— WORK ITEM —
Using the entries that follow, give only the number of lines with the word "JACINTO" in them.

[[ DATA EXCERPTS, beginning ]]

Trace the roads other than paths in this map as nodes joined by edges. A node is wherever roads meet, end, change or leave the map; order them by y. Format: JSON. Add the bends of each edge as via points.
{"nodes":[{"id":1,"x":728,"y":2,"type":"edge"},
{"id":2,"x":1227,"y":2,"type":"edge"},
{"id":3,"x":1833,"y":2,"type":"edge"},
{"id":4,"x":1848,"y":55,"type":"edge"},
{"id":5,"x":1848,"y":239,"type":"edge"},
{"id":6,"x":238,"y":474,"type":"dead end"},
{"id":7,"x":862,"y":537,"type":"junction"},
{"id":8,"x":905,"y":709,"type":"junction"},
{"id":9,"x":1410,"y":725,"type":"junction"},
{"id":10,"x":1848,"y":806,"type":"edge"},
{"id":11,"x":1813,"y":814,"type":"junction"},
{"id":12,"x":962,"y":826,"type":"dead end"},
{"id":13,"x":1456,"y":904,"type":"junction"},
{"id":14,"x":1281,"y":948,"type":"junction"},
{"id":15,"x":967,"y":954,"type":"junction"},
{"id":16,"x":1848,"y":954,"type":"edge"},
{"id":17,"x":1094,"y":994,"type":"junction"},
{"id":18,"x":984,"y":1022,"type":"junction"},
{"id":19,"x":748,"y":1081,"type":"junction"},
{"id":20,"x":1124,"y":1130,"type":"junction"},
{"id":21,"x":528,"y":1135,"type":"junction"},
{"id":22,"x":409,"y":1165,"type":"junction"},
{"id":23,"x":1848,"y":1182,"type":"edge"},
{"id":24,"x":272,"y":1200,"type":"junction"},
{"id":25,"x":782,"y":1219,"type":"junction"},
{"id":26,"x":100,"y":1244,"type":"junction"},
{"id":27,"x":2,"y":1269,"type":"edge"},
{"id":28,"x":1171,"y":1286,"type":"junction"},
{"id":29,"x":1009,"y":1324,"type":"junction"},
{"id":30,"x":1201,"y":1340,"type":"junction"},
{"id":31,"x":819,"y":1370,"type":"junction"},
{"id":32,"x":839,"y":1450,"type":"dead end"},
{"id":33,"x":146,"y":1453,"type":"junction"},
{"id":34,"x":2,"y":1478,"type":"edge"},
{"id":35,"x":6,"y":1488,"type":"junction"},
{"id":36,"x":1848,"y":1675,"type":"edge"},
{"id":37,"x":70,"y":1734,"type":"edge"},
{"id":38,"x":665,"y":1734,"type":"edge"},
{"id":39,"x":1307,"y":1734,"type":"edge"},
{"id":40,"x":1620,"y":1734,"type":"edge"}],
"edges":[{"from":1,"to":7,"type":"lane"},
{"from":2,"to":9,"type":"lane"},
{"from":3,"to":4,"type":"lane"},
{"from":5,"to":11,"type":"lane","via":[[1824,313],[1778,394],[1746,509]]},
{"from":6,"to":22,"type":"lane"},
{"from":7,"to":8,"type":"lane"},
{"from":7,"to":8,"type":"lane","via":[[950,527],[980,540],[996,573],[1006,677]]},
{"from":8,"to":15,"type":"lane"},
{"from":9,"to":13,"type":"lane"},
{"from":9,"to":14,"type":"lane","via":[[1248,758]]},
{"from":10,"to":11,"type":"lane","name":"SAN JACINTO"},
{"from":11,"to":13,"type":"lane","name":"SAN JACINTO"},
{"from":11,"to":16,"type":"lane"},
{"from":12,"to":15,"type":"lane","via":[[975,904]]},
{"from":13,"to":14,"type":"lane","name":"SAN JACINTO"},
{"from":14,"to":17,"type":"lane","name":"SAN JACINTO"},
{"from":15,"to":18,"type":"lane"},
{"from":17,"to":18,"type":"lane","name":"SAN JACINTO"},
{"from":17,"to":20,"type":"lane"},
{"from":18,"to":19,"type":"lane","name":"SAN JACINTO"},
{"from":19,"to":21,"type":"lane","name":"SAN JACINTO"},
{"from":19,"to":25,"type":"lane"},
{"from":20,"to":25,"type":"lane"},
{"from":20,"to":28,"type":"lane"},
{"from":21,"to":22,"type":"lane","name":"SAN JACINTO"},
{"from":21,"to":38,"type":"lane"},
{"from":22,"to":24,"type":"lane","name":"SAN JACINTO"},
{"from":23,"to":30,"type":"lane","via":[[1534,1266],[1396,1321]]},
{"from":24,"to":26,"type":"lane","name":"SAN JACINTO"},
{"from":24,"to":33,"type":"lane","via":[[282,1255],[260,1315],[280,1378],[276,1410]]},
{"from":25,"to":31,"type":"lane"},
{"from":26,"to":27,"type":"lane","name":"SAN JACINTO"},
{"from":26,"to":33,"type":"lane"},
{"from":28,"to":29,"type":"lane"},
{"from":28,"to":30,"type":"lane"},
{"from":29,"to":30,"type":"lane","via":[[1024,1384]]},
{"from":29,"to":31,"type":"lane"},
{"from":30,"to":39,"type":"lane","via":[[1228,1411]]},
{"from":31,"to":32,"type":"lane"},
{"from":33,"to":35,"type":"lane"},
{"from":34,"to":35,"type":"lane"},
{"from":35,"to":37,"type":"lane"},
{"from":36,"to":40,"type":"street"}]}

[[ DATA EXCERPTS, end ]]

— EXPECTED OUTPUT —
11